The lack of equitable payments has been a complaint for years among Ohio’s more than 4,000 kinship caregivers.

Ohio pays its roughly 8,000 licensed foster parents anywhere from $300 to $6,000 a month, per child, with additional funds paid for children with special needs.

Barbara Turpin is secretary of the Ohio Grandparent/Kinship Coalition

Kinship caregivers, though, are paid $310 a month per child (and that’s after a recent increase). That support also is temporary, for a period of six to nine months.

After that, kinship caregivers have a variety of options, including federal programs available to anyone in need such, as food stamps and Medicaid, but in most cases, the funding does not match what licensed foster parents receive.

And that is done for a reason, state officials say. They want to incentivize kinship caregivers to go through the training and steps needed to become licensed foster parents.

“Certification is the key to ensuring safety and consistency for all children,” said Kristi Burre, head of Ohio’s Governor’s Office of Children’s Initiatives, who previously worked alongside the Ohio Department of Job and Family Services as head of a committee reviewing the state’s child-welfare system.

Burre formerly worked for children service agencies in both Franklin and Fairfield counties, and said she knows from experience the benefits that kids get from being placed with extended family during a tumultuous time.

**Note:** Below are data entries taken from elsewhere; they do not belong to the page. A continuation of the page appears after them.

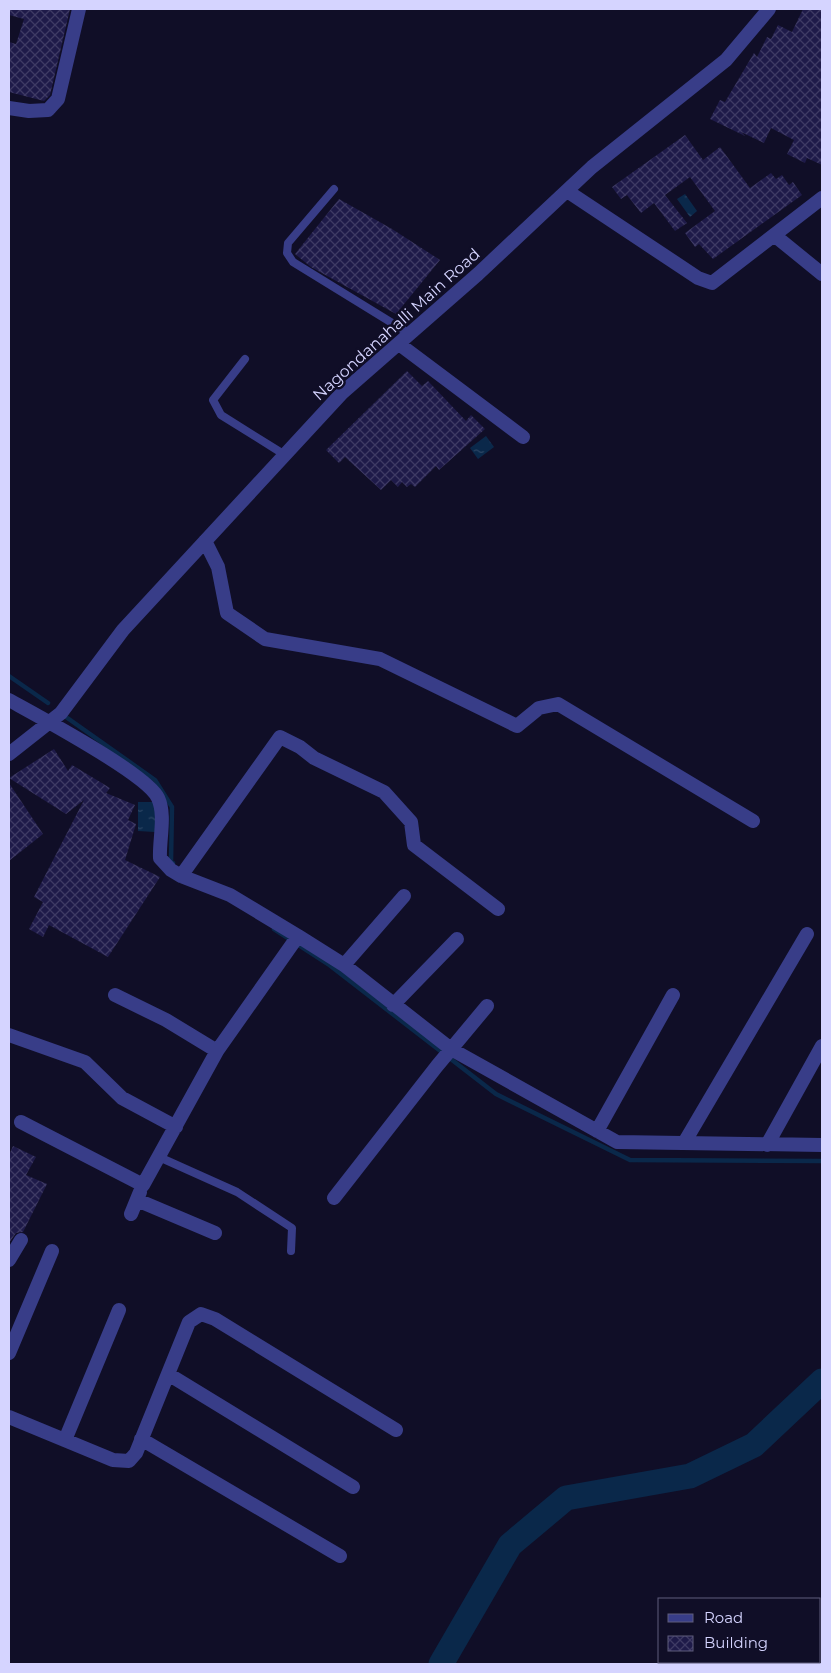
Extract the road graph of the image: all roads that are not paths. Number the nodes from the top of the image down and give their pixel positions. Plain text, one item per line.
1 (79, 9) edge
2 (769, 9) edge
3 (9, 108) edge
4 (334, 189) dead end
5 (567, 191) junction
6 (822, 198) edge
7 (774, 235) junction
8 (822, 274) edge
9 (410, 334) junction
10 (398, 344) junction
11 (245, 359) dead end
12 (523, 437) dead end
13 (286, 455) junction
14 (205, 541) junction
15 (9, 700) edge
16 (50, 722) junction
17 (9, 754) edge
18 (753, 821) dead end
19 (181, 876) junction
20 (404, 896) dead end
21 (498, 910) dead end
22 (807, 934) dead end
23 (298, 936) junction
24 (457, 939) dead end
25 (344, 965) junction
26 (115, 995) dead end
27 (673, 995) dead end
28 (393, 1005) junction
29 (487, 1006) dead end
30 (9, 1036) edge
31 (822, 1046) edge
32 (451, 1049) junction
33 (217, 1051) junction
34 (21, 1122) dead end
35 (176, 1127) junction
36 (597, 1131) junction
37 (684, 1143) junction
38 (767, 1144) junction
39 (822, 1146) edge
40 (159, 1157) junction
41 (143, 1185) junction
42 (334, 1198) dead end
43 (137, 1200) junction
44 (131, 1214) dead end
45 (215, 1233) dead end
46 (21, 1240) dead end
47 (52, 1251) dead end
48 (290, 1251) dead end
49 (9, 1260) edge
50 (119, 1310) dead end
51 (9, 1353) edge
52 (168, 1374) junction
53 (9, 1417) edge
54 (396, 1430) dead end
55 (141, 1439) junction
56 (65, 1440) junction
57 (353, 1487) dead end
58 (340, 1556) dead end

1 - 3 street
2 - 5 street, Nagondanahalli Main Road
4 - 9 lane
5 - 7 street
5 - 9 street, Nagondanahalli Main Road
6 - 7 street
7 - 8 street
9 - 10 street, Nagondanahalli Main Road
10 - 12 street
10 - 13 street, Nagondanahalli Main Road
11 - 13 lane
13 - 14 street, Nagondanahalli Main Road
14 - 16 street, Nagondanahalli Main Road
14 - 18 street
15 - 16 street
16 - 17 street, Nagondanahalli Main Road
16 - 19 street
19 - 21 street
19 - 23 street
20 - 25 street
22 - 37 street
23 - 25 street
23 - 33 street
24 - 28 street
25 - 28 street
26 - 33 street
27 - 36 street
28 - 32 street
29 - 32 street
30 - 35 street
31 - 38 street
32 - 36 street
32 - 42 street
33 - 35 street
34 - 41 street
35 - 40 street
36 - 37 street
37 - 38 street
38 - 39 street
40 - 41 street
40 - 48 lane
41 - 43 street
43 - 44 street
43 - 45 street
46 - 49 street
47 - 51 street
50 - 56 street
52 - 54 street
52 - 55 street
52 - 57 street
53 - 56 street
55 - 56 street
55 - 58 street

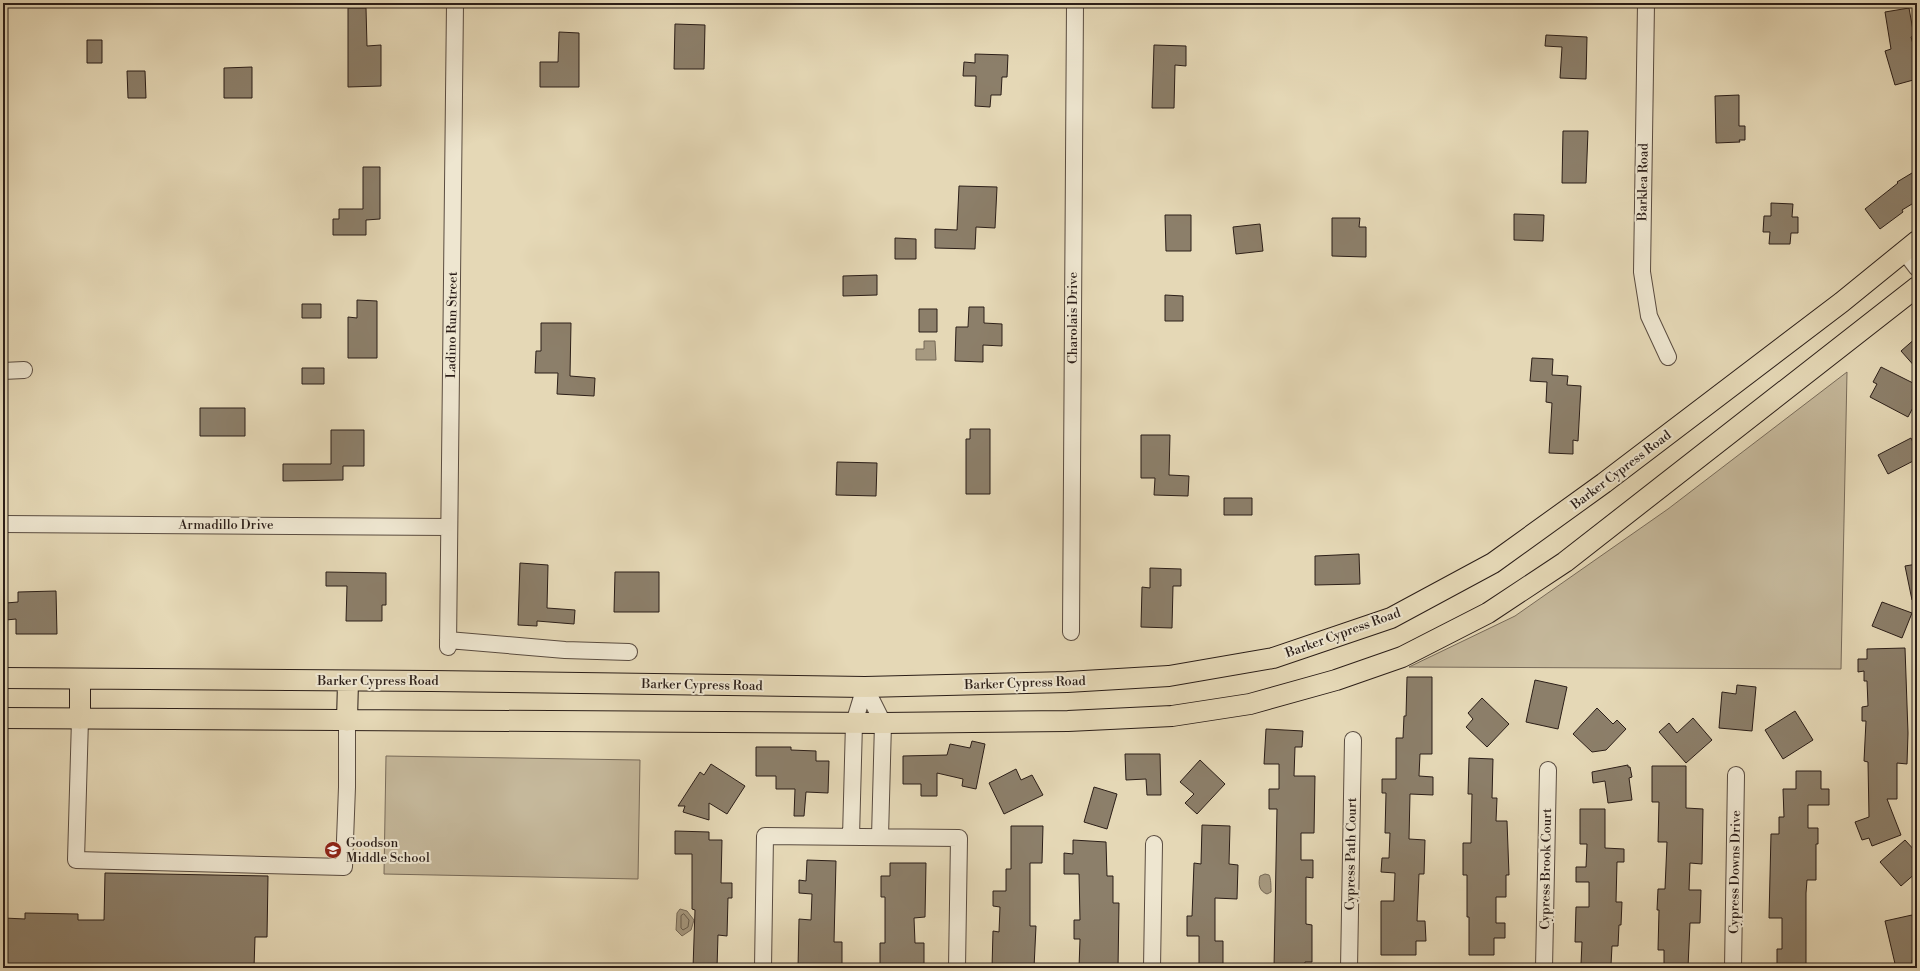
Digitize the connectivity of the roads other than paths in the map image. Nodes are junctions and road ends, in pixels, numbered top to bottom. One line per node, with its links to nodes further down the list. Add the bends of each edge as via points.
1 (455, 3): 11 (street, Ladino Run Street)
2 (1075, 3): 12 (street, Charolais Drive)
3 (1646, 3): 7 (street, Barklea Road, via 1642,272 1649,316)
4 (1910, 246): 5 (street); 17 (main road, Barker Cypress Road, via 1836,306 1629,464 1493,563 1391,618 1273,658 1169,676 1067,682)
5 (1917, 268)
6 (1917, 288): 22 (main road, via 1565,562 1488,613 1402,657 1336,680 1250,704 1172,716 1068,721)
7 (1668, 357)
8 (24, 370): 9 (street)
9 (3, 371)
10 (3, 524): 11 (street, Armadillo Drive)
11 (450, 527): 13 (street, Ladino Run Street, via 448,643)
12 (1070, 632)
13 (629, 652)
14 (3, 678): 15 (main road, Barker Cypress Road)
15 (80, 679): 16 (main road, Barker Cypress Road); 19 (main road)
16 (348, 681): 17 (main road, Barker Cypress Road); 20 (main road)
17 (865, 687): 21 (street); 22 (street)
18 (3, 718): 19 (main road)
19 (80, 719): 20 (main road); 20 (street, via 76,860 344,867)
20 (347, 721): 21 (main road)
21 (854, 723): 22 (main road); 26 (street)
22 (883, 723): 27 (street)
23 (1353, 740): 32 (street, Cypress Path Court)
24 (1548, 770): 33 (street, Cypress Brook Court)
25 (1736, 775): 34 (street, Cypress Downs Drive)
26 (851, 837): 27 (street); 29 (street, via 765,836)
27 (880, 837): 30 (street, via 959,838)
28 (1154, 844): 31 (street)
29 (763, 968)
30 (957, 968)
31 (1152, 968)
32 (1349, 968)
33 (1544, 968)
34 (1733, 968)

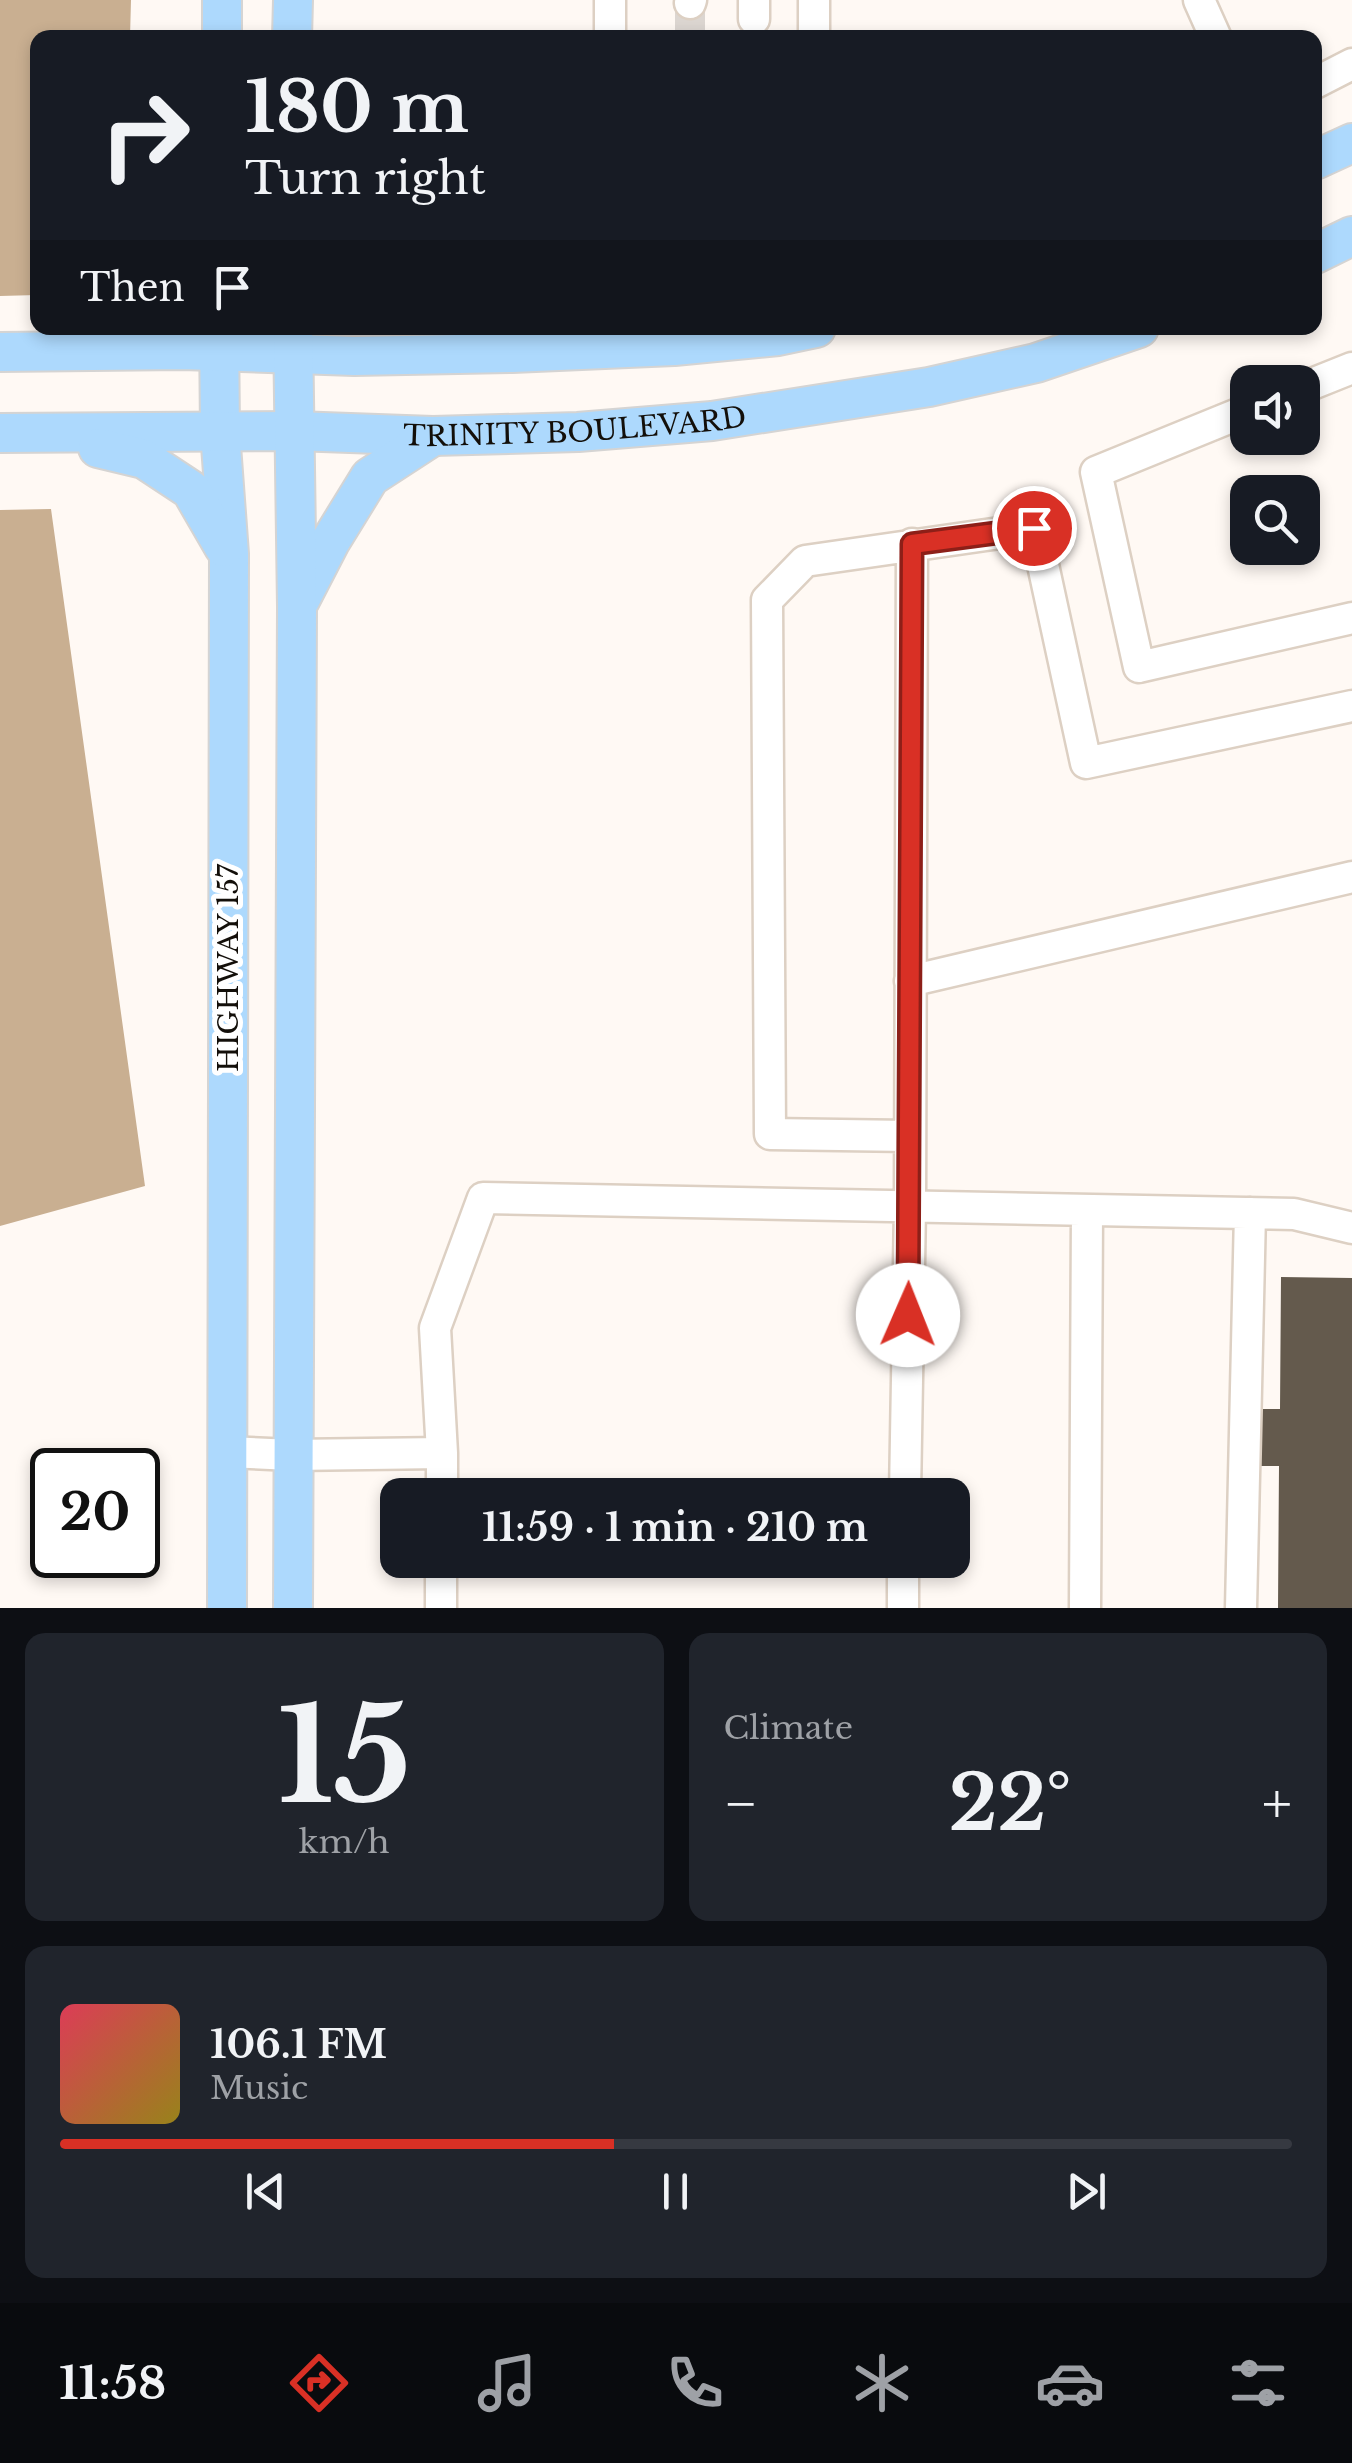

Kristi Burre is Director of Children’s Initiatives for Gov. Mike DeWine.

Burre said the state has been trying to place more kids in kinship care, viewing it as the first option for placements.

“We’ve strengthened our focus on keeping kids in their culture and their background and paying attention to all the existing connections,” she said. “As much as possible, we want kids to stay with a family member who’s in their community and their school district. We have absolutely prioritized that work.”

Indeed, state records show that between 2012 and 2020, while kids in Ohio’s foster-care system increased by 34% (from 12,386 to 16,596), the number in kinship care increased by 126% (from 1,997 to 4,507).

The problem is that many relatives who take in children don’t want to become licensed foster-care providers. That process has been streamlined recently but still involves an extensive home study, as well as continuing training requirements. 

“Caregivers have enough to deal with on a day-to-day basis, they don’t need the pressure of being coerced into becoming something they don’t want to be,” Turpin said. “They don’t want to be involved in the child-welfare system if at all possible. The licensing process is fairly invasive and the requirements can be burdensome.”

The issue came to a head in 2017, when the Sixth Circuit Court of Appeals (governing Kentucky, Michigan, Ohio and Tennessee) ruled that kinship caregivers with whom the state places a child are deserving of the same payments that a licensed foster parent gets.

Last November, Dawahare filed another suit with the same federal court. He said he expects Judge Michael Barrett to issue a ruling on it very soon.

"We cannot comment on active litigation," Ohio Department of Jobs and Family Services spokesman Bret Crow said in an email on Friday. "That being said, there are many programs — both established and proposed in the budget — to support kinship caregivers.

"Kinship caregivers are an essential part of Ohio’s children services system in providing safe and loving homes to nearly 4,000 children in the custody of a children services agency, and these programs provide a continuum of service to support them and the children in their care."

Whether another ruling against Ohio would force a change is another question. 

All Turpin knows is she thinks the state should put its money where its mouth is when it comes to supporting kinship caregivers.

“The state just doesn’t seem to get it,” Turpin said. “We want them to connect caregivers to all the support necessary, and not just `dump and run’ and leave the caregivers floundering.”